# Cooker and sink lids closing unexpectedly



## Treecatcher (Apr 12, 2009)

Hi, on our Nuevo we have a problem with the sink and cooker lids closing without warning. The problem is obviously worse if we park on a down slope but even on the flat it can still happen.

Is there any way to 'stiffen up' the hinges? Or has anyone come up with a satisfactory device to hold the lids open.

We have tried pegs, blu tack etc. but these are liable to failure. Our one guaranteed remedy is to park with the van sloping to the back but it's not ideal.

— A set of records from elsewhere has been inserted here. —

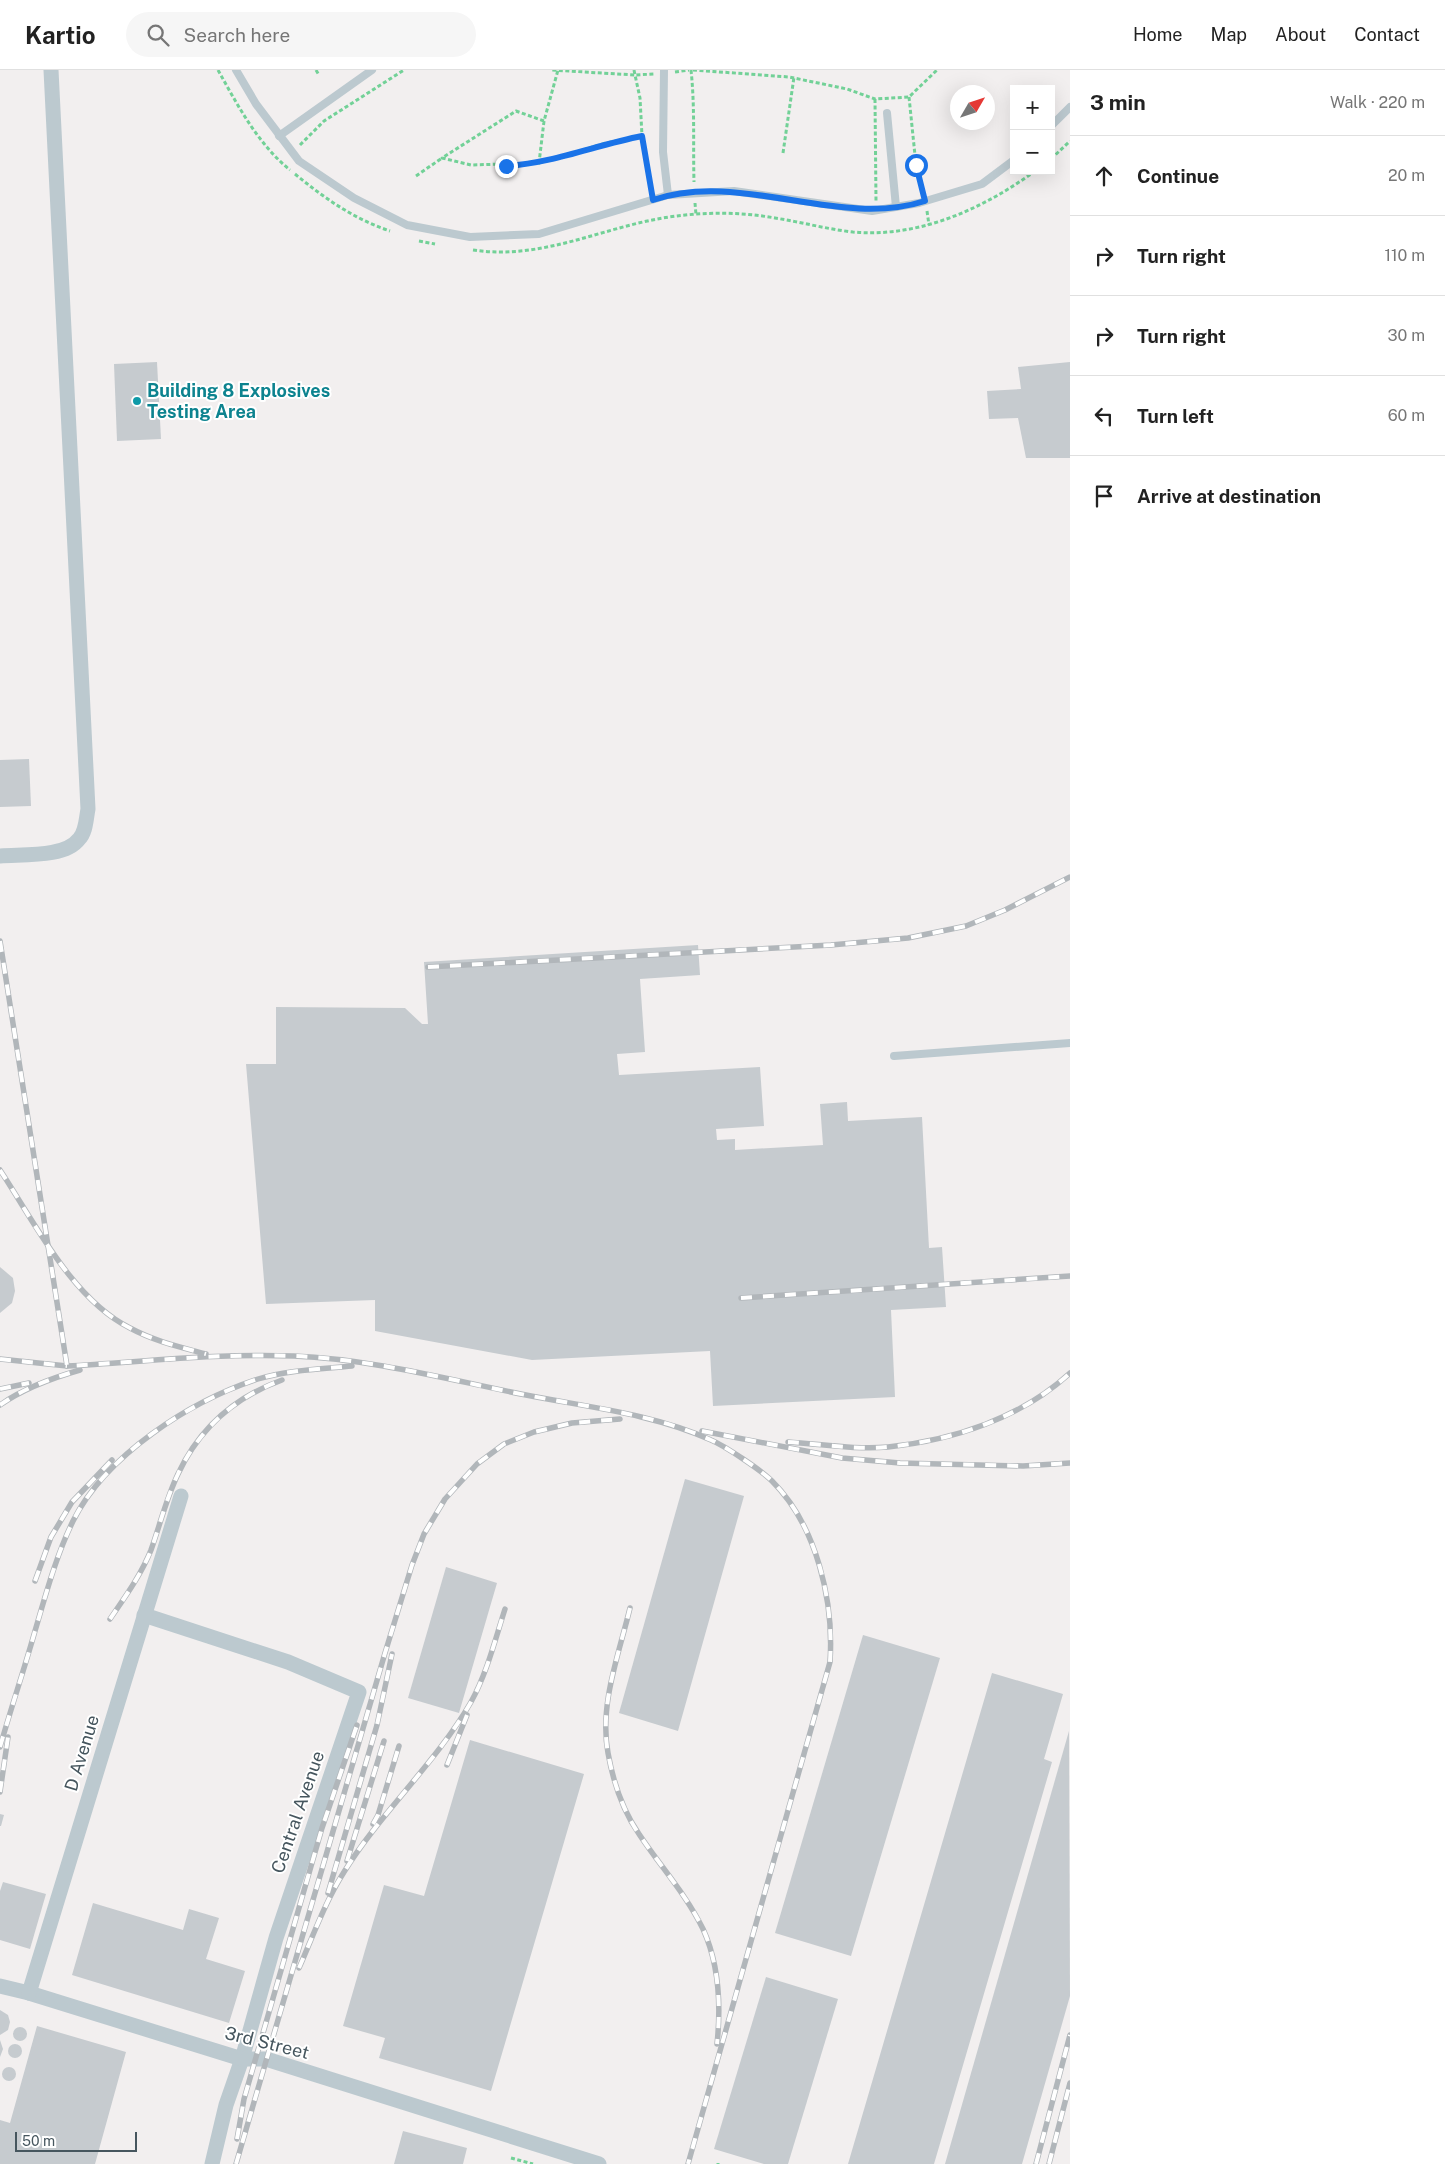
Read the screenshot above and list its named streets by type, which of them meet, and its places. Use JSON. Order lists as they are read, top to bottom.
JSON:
{
  "streets": {
    "street": ["D Avenue", "Central Avenue", "3rd Street"]
  },
  "crossings": [
    ["D Avenue", "Central Avenue"],
    ["D Avenue", "3rd Street"],
    ["Central Avenue", "3rd Street"]
  ],
  "places": ["Building 8 Explosives Testing Area"],
  "scale_bar": "50 m",
  "north": "top right",
  "page": {
    "header": "Kartio",
    "search": "Search here",
    "nav": [
      "Home",
      "Map",
      "About",
      "Contact"
    ],
    "heading": ["3 min", "Walk · 220 m"],
    "map_buttons": ["+", "−"],
    "list": [
      ["Continue", "20 m"],
      ["Turn right", "110 m"],
      ["Turn right", "30 m"],
      ["Turn left", "60 m"],
      "Arrive at destination"
    ],
    "scale": "50 m"
  }
}
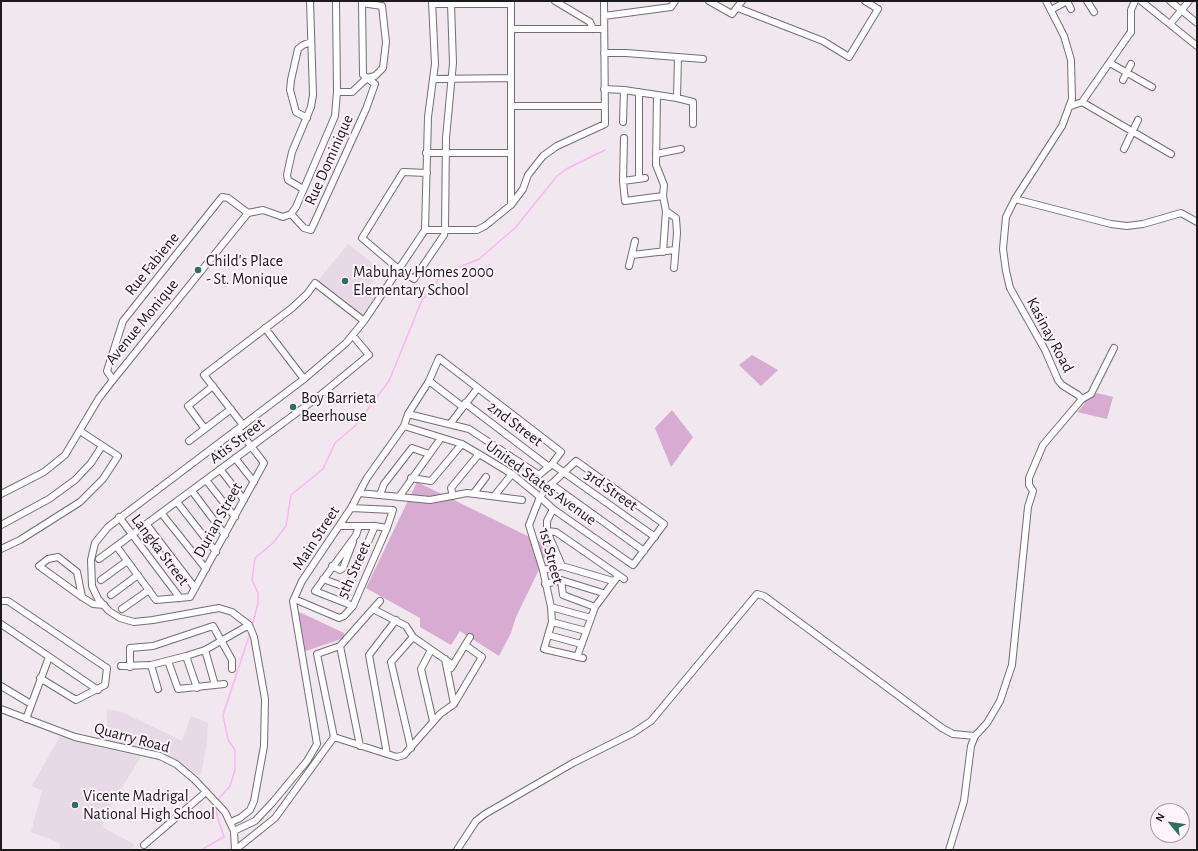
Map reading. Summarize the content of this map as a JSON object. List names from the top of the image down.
{
  "streets": {
    "street": [
      "Rue Dominique",
      "Rue Fabiene",
      "Avenue Monique",
      "Kasinay Road",
      "2nd Street",
      "Atis Street",
      "United States Avenue",
      "3rd Street",
      "Durian Street",
      "Main Street",
      "Langka Street",
      "1st Street",
      "5th Street",
      "Quarry Road"
    ]
  },
  "crossings": [
    ["Rue Fabiene", "Avenue Monique"],
    ["2nd Street", "3rd Street"],
    ["2nd Street", "Main Street"],
    ["Atis Street", "Durian Street"],
    ["Atis Street", "Langka Street"],
    ["United States Avenue", "Main Street"],
    ["United States Avenue", "1st Street"],
    ["3rd Street", "1st Street"],
    ["Durian Street", "Langka Street"],
    ["Main Street", "5th Street"]
  ],
  "places": [
    "Child's Place - St. Monique",
    "Mabuhay Homes 2000 Elementary School",
    "Boy Barrieta Beerhouse",
    "Vicente Madrigal National High School"
  ],
  "north": "top left"
}
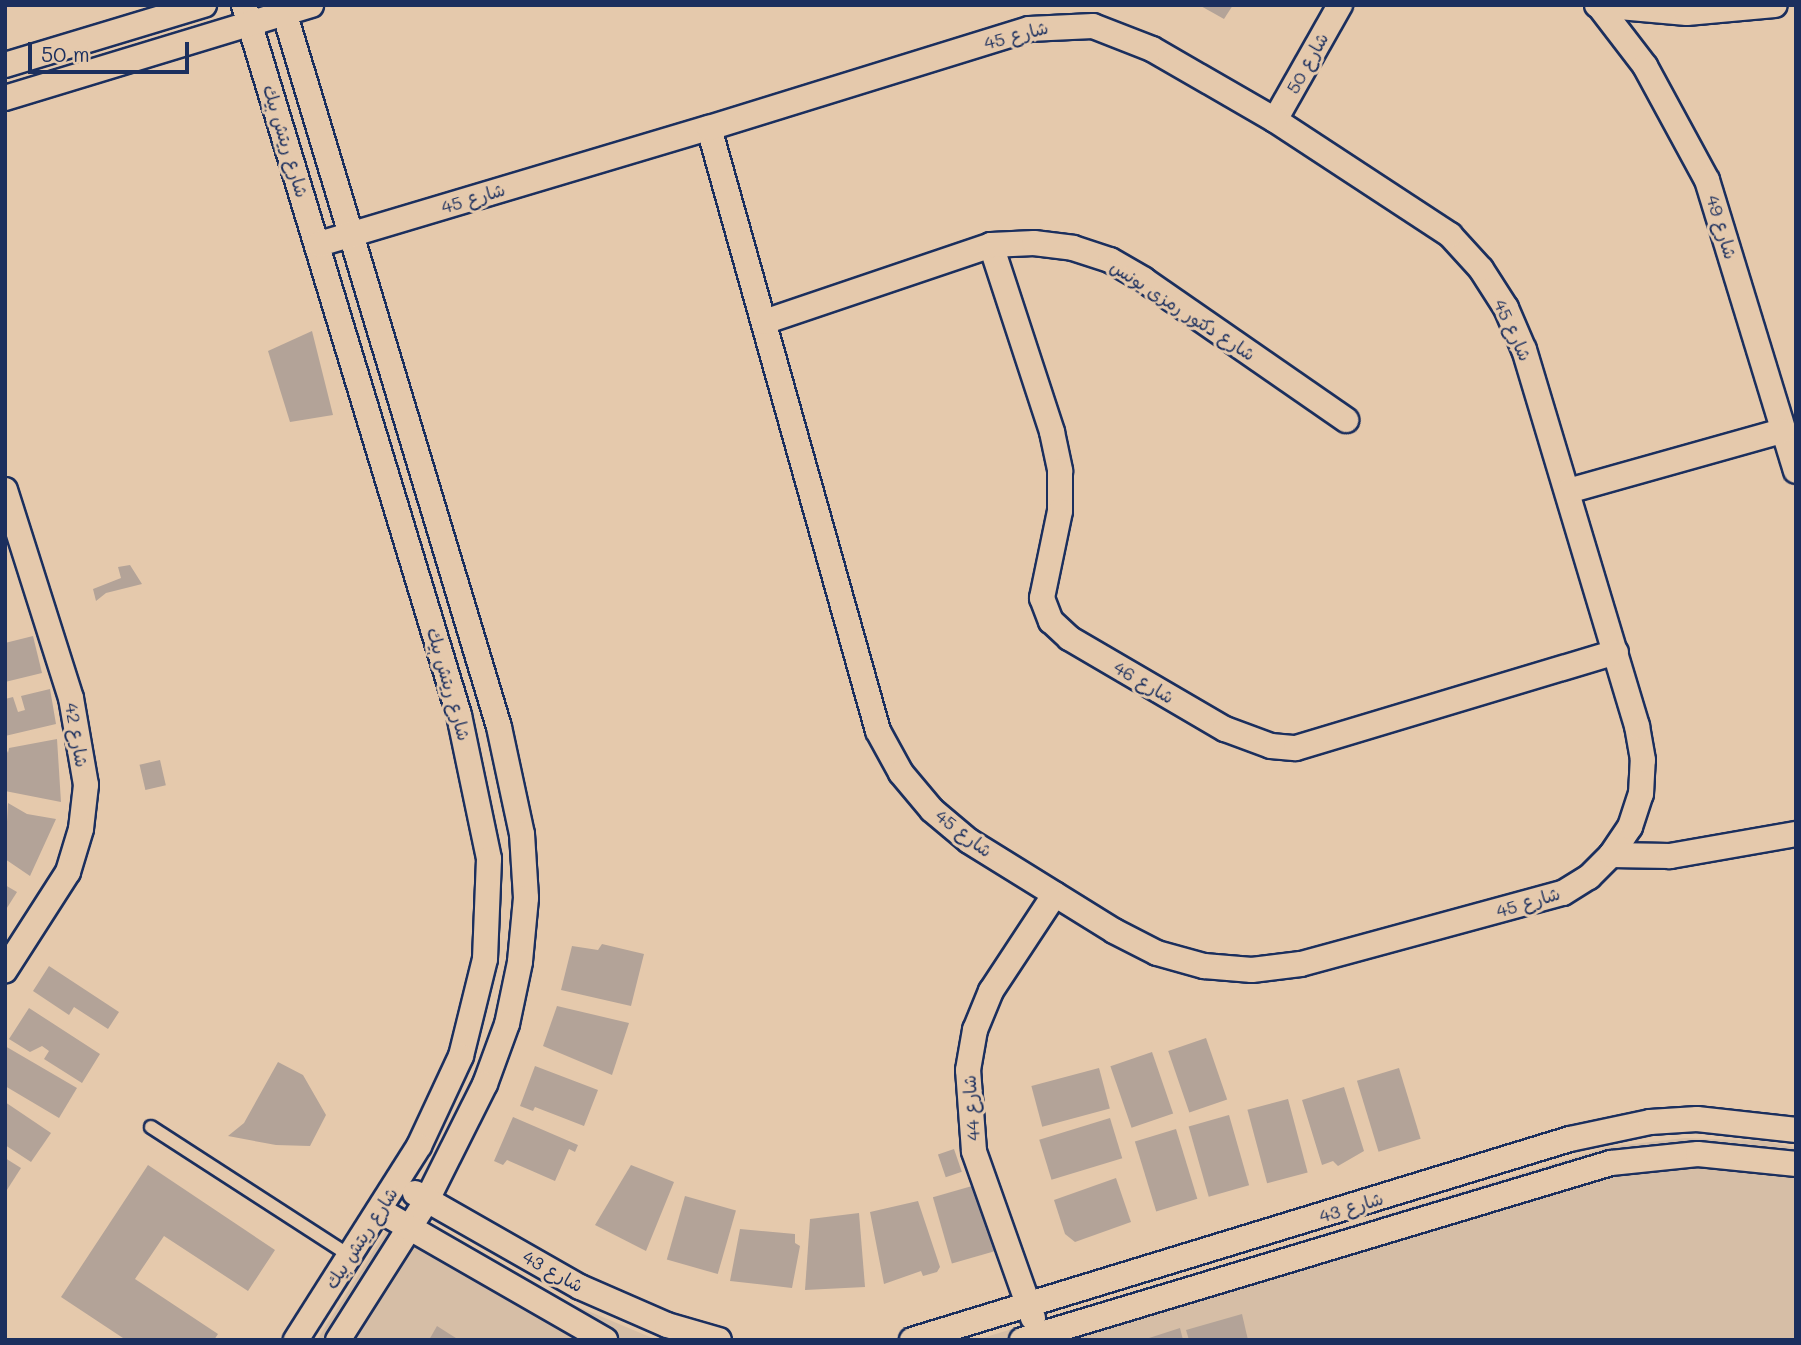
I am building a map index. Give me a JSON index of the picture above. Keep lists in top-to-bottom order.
{
  "streets": {
    "street": [
      "شارع 45",
      "شارع 50",
      "شارع ريتش بيك",
      "شارع 49",
      "شارع دكتور رمزى يونس",
      "شارع 46",
      "شارع 42",
      "شارع 44",
      "شارع 43"
    ]
  },
  "crossings": [
    ["شارع 45", "شارع 50"],
    ["شارع 45", "شارع ريتش بيك"],
    ["شارع 45", "شارع دكتور رمزى يونس"],
    ["شارع 45", "شارع 46"],
    ["شارع 45", "شارع 44"],
    ["شارع ريتش بيك", "شارع 43"],
    ["شارع دكتور رمزى يونس", "شارع 46"],
    ["شارع 44", "شارع 43"]
  ],
  "scale_bar": "50 m"
}
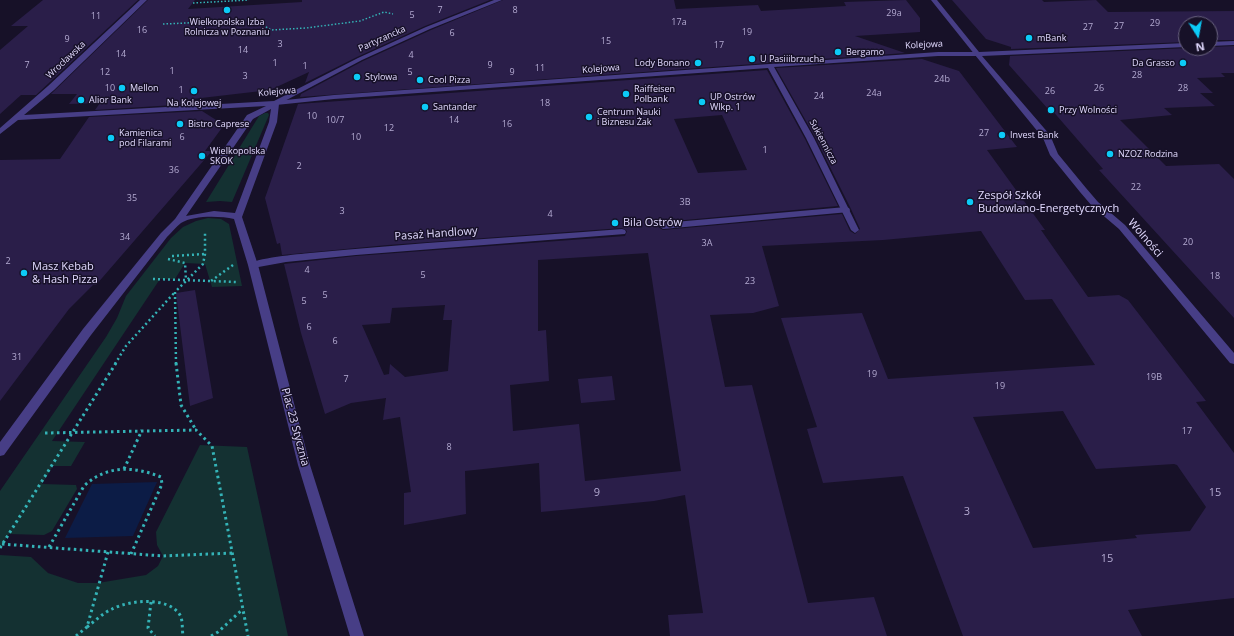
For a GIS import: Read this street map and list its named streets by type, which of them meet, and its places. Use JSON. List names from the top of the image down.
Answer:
{
  "streets": {
    "street": [
      "Partyzancka",
      "Kolejowa",
      "Wrocławska",
      "Sukiennicza",
      "Pasaż Handlowy",
      "Wolności",
      "Plac 23 Stycznia"
    ]
  },
  "crossings": [
    ["Partyzancka", "Kolejowa"],
    ["Kolejowa", "Wrocławska"],
    ["Kolejowa", "Sukiennicza"],
    ["Kolejowa", "Wolności"],
    ["Pasaż Handlowy", "Plac 23 Stycznia"]
  ],
  "places": [
    "Wielkopolska Izba Rolnicza w Poznaniu",
    "mBank",
    "Bergamo",
    "U Pasiiibrzucha",
    "Lody Bonano",
    "Da Grasso",
    "Stylowa",
    "Cool Pizza",
    "Mellon",
    "Na Kolejowej",
    "Raiffeisen Polbank",
    "Alior Bank",
    "UP Ostrów Wlkp. 1",
    "Santander",
    "Przy Wolności",
    "Centrum Nauki i Biznesu Żak",
    "Bistro Caprese",
    "Invest Bank",
    "Kamienica pod Filarami",
    "NZOZ Rodzina",
    "Wielkopolska SKOK",
    "Zespół Szkół Budowlano-Energetycznych",
    "Bila Ostrów",
    "Masz Kebab & Hash Pizza"
  ],
  "house_numbers": [
    "7",
    "8",
    "29a",
    "5",
    "11",
    "17a",
    "29",
    "27",
    "27",
    "16",
    "19",
    "6",
    "9",
    "15",
    "3",
    "17",
    "14",
    "14",
    "4",
    "1",
    "7",
    "9",
    "1",
    "11",
    "1",
    "12",
    "5",
    "9",
    "28",
    "3",
    "24b",
    "10",
    "26",
    "28",
    "1",
    "26",
    "24a",
    "24",
    "18",
    "10",
    "10/7",
    "14",
    "16",
    "12",
    "27",
    "6",
    "10",
    "1",
    "2",
    "36",
    "22",
    "35",
    "3B",
    "3",
    "4",
    "34",
    "20",
    "3A",
    "2",
    "4",
    "5",
    "18",
    "23",
    "5",
    "5",
    "6",
    "6",
    "31",
    "19",
    "19B",
    "7",
    "19",
    "17",
    "8",
    "9",
    "15",
    "3",
    "15"
  ],
  "north": "bottom"
}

All suggestions appreciated


----------



## havingfun (Oct 31, 2007)

*cooker and sink lids closing*

hi,

we had the same problem on the hobby, and oh screwed a cup hook into the side of the window, so all we have to do ,one half turn and cuphook engaged,turn back open, no more falling bang from a great height,

mags, sometimes the simplest answers work.


----------



## Treecatcher (Apr 12, 2009)

Thanks for the reply but unfortunately due to the depth of the window frame and the fact that it is plastic we can't screw a cup hook in anywhere that would be useful.


----------



## paulmold (Apr 2, 2009)

Can I suggest you join (free) and ask on Auto-sleepers owners forum. Google it for the link. Hopefully someone on there may have had the problem and solved it


----------